Martyred in 303 during widespread persecution of Christians, St. Vitus became inexplicably important to Germans in the Middle Ages, who believed that dancing in front of his statue would bring a year’s worth of good fortune. It was no doubt those who took this ritual to extremes — and there were many — led to one of the more unusual associations with the saint’s name: St. Vitus’s Dance.

The term will be familiar to many as the colloquial name for an extraordinary medical condition known as Sydenham’s Chorea, whereby sufferers are afflicted with uncontrollable movement of the hands and feet, a jerking motion that can mimic a frenzied kind of dance. It is this condition that presumably afflicted untold numbers of citizens in the Middle Ages, leading to one of the more extraordinary outbreaks in history.

In the late 1300s a “dancing plague” was widely reported wherein crowds of people began to dance in the streets. This choreomania, as it is sometimes called, was apparently so prolonged and severe that thousands of people collapsed from exhaustion or died.

A BBC History magazine article suggested this phenomenon was witnessed as early as the seventh century and continued with particular frequency from the 14th to the 17th centuries. The ailment struck men, women and children equally, and could last weeks.

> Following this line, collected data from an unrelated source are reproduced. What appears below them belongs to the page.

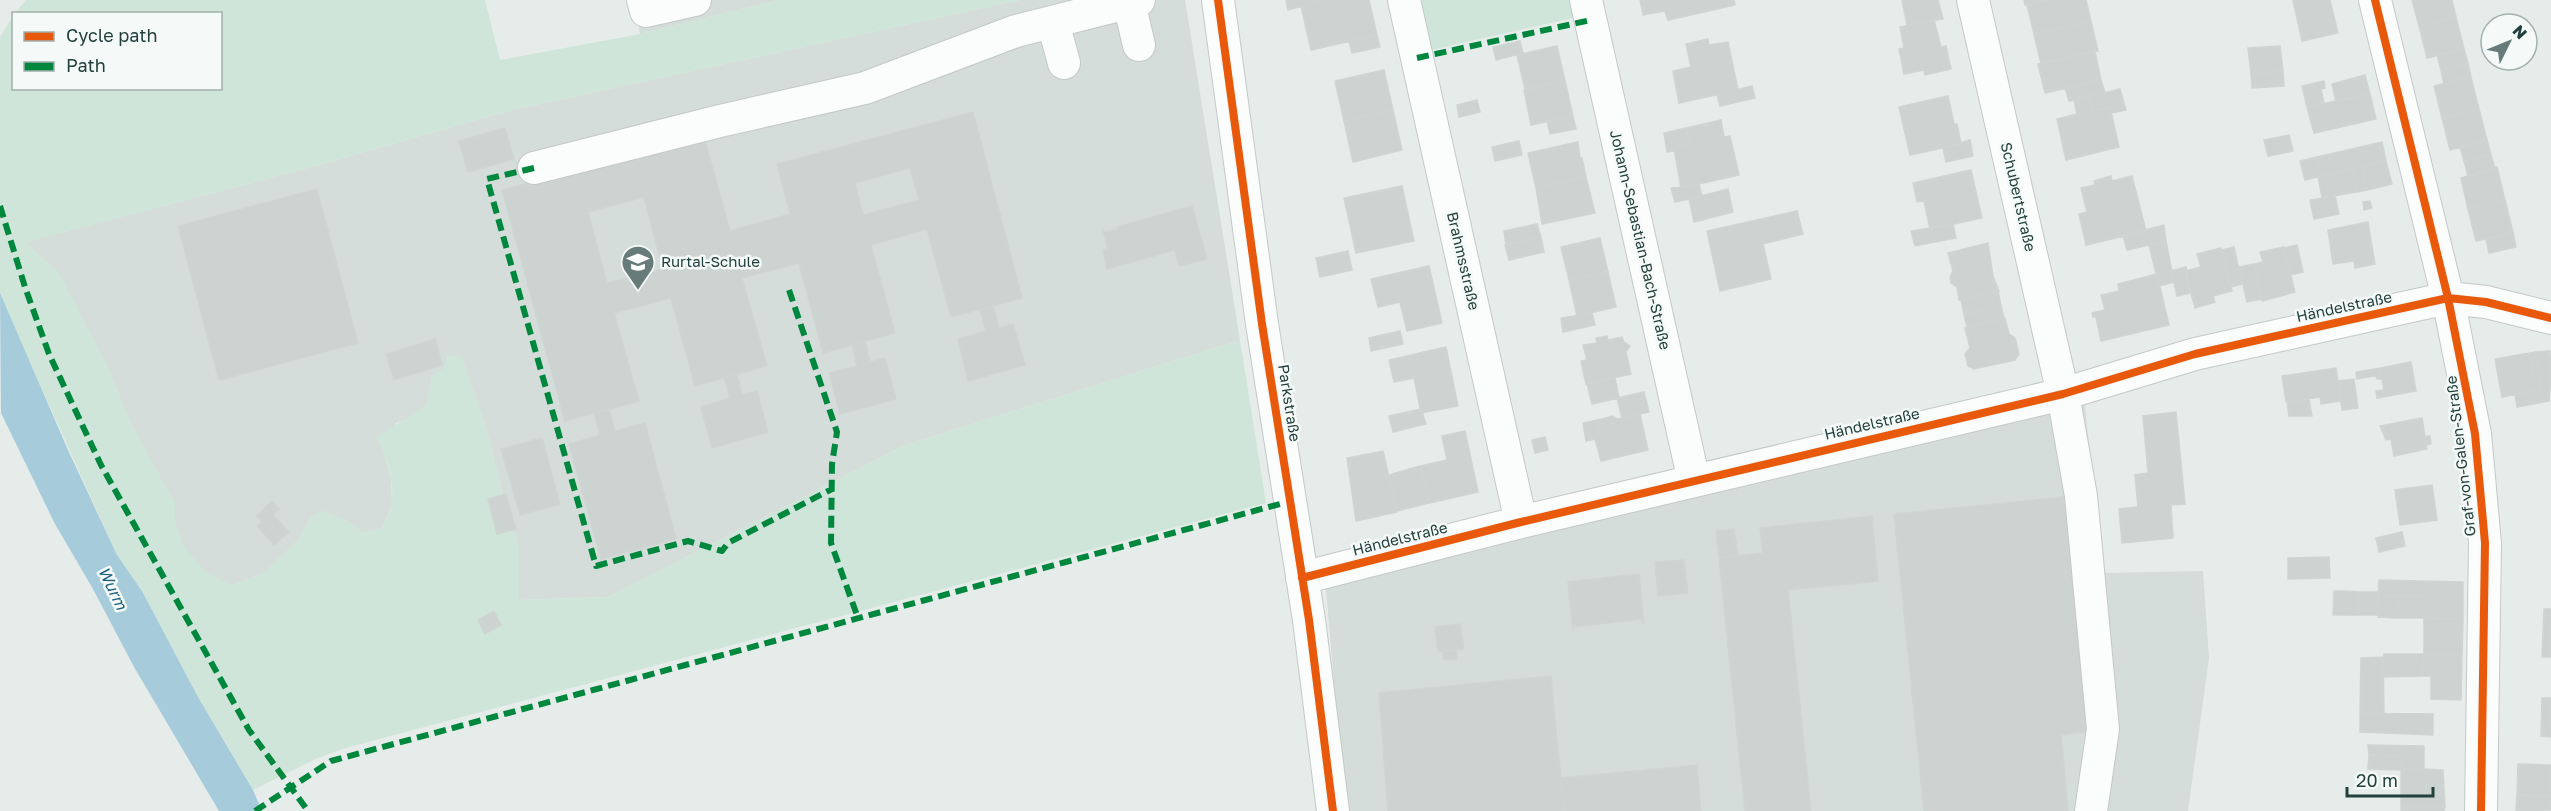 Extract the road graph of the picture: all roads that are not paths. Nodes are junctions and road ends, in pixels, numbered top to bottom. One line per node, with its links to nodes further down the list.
1 (643, 0): 2 (street)
2 (695, 0)
3 (1218, 0): 18 (street, Parkstraße)
4 (1404, 0): 17 (street, Brahmsstraße)
5 (1586, 0): 16 (street, Johann-Sebastian-Bach-Straße)
6 (1973, 0): 15 (street, Schubertstraße)
7 (2375, 0): 13 (street, Graf-von-Galen-Straße)
8 (1134, 1): 9 (street); 10 (street)
9 (1053, 22): 11 (street); 12 (street)
10 (1139, 45)
11 (1064, 63)
12 (534, 168)
13 (2448, 298): 14 (street, Händelstraße); 15 (street, Händelstraße); 21 (street, Graf-von-Galen-Straße)
14 (2551, 318)
15 (2063, 394): 16 (street, Händelstraße); 20 (street, Schubertstraße)
16 (1694, 481): 17 (street, Händelstraße)
17 (1521, 522): 18 (street, Händelstraße)
18 (1302, 578): 19 (street, Parkstraße)
19 (1333, 811)
20 (2091, 811)
21 (2481, 811)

While the condition is named after a 17th-century British doctor, Thomas Sydenham, there have been many causes ascribed to the malady. Researchers have blamed contaminated flour and a fungal disease, others have speculated on a psychogenetic disorder or mass hysteria. Inevitably, many attributed this to supernatural and demonic influences.

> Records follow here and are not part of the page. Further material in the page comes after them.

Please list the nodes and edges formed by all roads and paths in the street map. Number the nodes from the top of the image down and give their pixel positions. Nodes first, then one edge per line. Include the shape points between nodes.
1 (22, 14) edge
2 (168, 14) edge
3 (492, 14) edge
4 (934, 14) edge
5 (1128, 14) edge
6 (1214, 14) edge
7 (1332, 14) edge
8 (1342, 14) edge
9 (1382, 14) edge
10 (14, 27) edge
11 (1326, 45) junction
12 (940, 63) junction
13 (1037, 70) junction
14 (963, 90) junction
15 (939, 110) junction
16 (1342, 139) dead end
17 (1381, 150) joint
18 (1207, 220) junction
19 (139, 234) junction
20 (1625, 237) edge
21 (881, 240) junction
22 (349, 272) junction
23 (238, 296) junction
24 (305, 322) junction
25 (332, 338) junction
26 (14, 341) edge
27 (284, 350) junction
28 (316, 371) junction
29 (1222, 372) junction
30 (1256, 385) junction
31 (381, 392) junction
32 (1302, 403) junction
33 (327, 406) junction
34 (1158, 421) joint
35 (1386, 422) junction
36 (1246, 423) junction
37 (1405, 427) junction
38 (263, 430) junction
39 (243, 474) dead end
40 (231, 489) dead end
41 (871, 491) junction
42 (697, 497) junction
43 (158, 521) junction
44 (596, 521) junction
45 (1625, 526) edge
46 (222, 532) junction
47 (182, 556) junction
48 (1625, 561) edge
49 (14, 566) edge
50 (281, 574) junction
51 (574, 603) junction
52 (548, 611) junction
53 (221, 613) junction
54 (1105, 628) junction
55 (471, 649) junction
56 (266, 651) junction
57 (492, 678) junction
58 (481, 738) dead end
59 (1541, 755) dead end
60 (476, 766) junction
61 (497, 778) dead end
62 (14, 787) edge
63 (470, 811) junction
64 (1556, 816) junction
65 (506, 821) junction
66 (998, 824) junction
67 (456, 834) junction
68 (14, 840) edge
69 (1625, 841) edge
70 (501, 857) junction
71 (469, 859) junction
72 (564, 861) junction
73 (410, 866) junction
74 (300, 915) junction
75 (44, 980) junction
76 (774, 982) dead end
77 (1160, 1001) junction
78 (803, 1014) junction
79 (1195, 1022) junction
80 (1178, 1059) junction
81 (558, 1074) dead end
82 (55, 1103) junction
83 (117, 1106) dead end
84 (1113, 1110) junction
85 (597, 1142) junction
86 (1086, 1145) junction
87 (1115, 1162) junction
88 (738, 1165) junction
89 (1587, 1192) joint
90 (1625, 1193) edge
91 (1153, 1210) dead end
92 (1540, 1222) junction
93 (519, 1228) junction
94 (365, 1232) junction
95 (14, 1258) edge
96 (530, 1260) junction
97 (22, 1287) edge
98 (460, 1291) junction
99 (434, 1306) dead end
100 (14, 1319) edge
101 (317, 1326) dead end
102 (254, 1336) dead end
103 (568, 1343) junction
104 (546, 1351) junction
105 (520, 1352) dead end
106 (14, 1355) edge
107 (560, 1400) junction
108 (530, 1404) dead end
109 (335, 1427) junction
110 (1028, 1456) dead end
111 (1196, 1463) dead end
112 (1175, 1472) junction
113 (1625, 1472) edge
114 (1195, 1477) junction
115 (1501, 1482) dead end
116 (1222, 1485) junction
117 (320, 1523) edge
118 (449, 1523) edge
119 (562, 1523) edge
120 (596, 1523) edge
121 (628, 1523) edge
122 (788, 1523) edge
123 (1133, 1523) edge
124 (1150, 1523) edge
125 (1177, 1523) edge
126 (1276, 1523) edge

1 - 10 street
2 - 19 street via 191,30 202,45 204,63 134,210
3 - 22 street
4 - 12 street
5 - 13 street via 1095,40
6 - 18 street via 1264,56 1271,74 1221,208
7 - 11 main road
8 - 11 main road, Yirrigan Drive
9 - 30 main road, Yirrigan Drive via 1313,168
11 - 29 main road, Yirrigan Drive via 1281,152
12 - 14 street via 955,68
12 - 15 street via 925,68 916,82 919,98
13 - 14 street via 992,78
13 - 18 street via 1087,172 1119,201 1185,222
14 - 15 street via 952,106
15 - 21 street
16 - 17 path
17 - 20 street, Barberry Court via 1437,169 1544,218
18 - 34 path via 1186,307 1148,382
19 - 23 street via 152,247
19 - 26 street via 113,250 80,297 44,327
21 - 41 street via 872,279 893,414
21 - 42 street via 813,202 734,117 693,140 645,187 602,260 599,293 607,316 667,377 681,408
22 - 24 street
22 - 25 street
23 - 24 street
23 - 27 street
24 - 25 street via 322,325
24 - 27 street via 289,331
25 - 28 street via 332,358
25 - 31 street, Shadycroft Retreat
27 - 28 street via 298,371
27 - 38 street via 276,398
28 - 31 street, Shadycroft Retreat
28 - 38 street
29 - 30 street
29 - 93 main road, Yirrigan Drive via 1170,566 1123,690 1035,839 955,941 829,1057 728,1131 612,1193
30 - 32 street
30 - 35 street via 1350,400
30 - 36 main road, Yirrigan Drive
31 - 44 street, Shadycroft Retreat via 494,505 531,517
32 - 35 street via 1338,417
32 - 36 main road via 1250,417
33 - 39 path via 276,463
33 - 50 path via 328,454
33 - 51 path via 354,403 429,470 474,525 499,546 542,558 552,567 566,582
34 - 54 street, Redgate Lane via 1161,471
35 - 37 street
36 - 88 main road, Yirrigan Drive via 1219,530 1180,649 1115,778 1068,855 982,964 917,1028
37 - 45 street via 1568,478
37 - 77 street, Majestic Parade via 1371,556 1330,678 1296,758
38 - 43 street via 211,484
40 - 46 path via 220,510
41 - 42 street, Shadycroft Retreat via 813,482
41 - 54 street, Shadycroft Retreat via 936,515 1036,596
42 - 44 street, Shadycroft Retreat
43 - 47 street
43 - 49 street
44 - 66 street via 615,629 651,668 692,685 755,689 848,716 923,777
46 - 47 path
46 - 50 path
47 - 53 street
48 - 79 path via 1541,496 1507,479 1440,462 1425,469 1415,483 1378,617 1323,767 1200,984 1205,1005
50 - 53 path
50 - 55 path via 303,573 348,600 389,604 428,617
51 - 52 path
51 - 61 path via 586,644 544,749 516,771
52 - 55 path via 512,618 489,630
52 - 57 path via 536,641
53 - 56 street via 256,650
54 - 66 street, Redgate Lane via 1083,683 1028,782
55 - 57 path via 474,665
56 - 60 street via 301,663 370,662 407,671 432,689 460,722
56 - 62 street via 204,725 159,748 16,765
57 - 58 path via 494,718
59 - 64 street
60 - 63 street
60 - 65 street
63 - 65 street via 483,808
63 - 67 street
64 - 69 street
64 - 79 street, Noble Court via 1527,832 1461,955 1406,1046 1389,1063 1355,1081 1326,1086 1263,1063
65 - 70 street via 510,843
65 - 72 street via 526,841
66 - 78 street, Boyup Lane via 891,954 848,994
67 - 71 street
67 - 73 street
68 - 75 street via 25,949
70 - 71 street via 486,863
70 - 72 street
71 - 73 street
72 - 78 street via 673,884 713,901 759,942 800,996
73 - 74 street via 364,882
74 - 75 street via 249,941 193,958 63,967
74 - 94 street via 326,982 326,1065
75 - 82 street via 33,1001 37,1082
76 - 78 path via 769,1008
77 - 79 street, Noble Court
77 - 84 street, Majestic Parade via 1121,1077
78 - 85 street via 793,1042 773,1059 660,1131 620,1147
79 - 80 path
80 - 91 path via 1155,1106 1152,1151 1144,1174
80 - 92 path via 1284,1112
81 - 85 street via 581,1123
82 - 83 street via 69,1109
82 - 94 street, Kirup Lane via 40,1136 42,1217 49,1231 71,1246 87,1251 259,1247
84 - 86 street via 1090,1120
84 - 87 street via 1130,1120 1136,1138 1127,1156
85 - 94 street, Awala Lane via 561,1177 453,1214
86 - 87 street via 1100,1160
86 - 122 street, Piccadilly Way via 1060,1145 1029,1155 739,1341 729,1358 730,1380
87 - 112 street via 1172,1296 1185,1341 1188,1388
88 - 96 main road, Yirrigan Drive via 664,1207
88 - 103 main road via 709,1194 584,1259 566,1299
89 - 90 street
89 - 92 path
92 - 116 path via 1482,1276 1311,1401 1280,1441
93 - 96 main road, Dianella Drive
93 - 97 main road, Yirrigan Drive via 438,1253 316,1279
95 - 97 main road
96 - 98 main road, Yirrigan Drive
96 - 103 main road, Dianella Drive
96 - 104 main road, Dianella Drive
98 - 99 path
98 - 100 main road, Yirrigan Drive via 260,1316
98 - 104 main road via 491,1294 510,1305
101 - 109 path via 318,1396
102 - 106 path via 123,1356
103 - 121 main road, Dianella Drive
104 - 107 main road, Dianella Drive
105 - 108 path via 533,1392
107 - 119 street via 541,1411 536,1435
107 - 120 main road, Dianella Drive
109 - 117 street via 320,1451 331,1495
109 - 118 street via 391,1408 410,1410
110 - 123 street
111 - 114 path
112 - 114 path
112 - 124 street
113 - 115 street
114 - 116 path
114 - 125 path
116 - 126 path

In The Dancing Plague, which tells the story of Frau Troffea and the plague of 1518, author John Waller points out that while some observers “blamed restless spirits, demons” for the strange occurrence, eventually the people “decided that this affliction had been sent from Heaven.” Whatever the cause, St. Vitus, somehow, became associated with this illness and in the process was named the patron saint of dancers, musicians and entertainers.

I thought of all this in the context of our pandemic and the wide-scale implications of COVID-19. Unlike the Middle Ages, we have sophisticated science, incredible communication tools and a capacity to respond that is staggering.

Even so, we have watched the world stumble slowly to an understanding of this plague, watching with perplexed curiosity and then slowly — often too slowly — taking action. Our efforts to find a vaccine for this are not unlike the earlier medical efforts that tried to analyze the causes and effects. And of course, our faith life has been impacted and, for some, shaken.

I have read tweets and e-mails chastising the churches for closing instead of trusting in the supernatural power of God to protect. Others have used Scripture to condemn our corrupt world, insisting that this is yet another plague sent down by God to rid the Earth, flood-like, of the unworthy that populate our blighted planet.

As with all crises, many have been keen to manipulate this for ideological purposes, blaming communism, capitalism, white supremacists and anti- or pro-environmental causes.

Anne Snyder, editor-in-chief of Comment, puts it well: “Plagues historically have routed the rivets of society’s assumptions of what is good and what is true, subverted authorities and opened up new pathways for justice and shalom.”

She goes on to ask, “How is this coronavirus doing that? What is already being revealed?” This is the important question. My answer: It’s in the flowering of goodness in the face of fear; the gift of care in the space of need. In the midst of all this anxiety, the human spirit can be found triumphant.

A month ago, there was no such concept as “caremongering” — an antidote to scaremongering — and yet now we find this social movement reaching out to the most vulnerable to offer aid. Tens of thousands of people, in just a few days, have signed up to help those most vulnerable.

Musicians and artists, potentially destitute because of cancellations of all public performances, are putting their art online to lift the spirits of the shaken. A priest in Lombardy says Mass to an empty church, but not before taping the selfies of every member of his congregation to the pews. Italians stand on their balconies and raise their voices in song, and people of all nations applaud the city’s medical personnel as they sweep the streets below. For every gesture of despair, a thousand gentle kindnesses are done.

As Pope Francis puts it, the crisis reminds us “that humankind is one community.” As we practice social distancing, more and more of us are drawing closer, understanding our shared humanity. It is a different kind of dance that expresses our indivisible connection to each other.

(Turcotte is president of St. Mary’s University in Calgary.)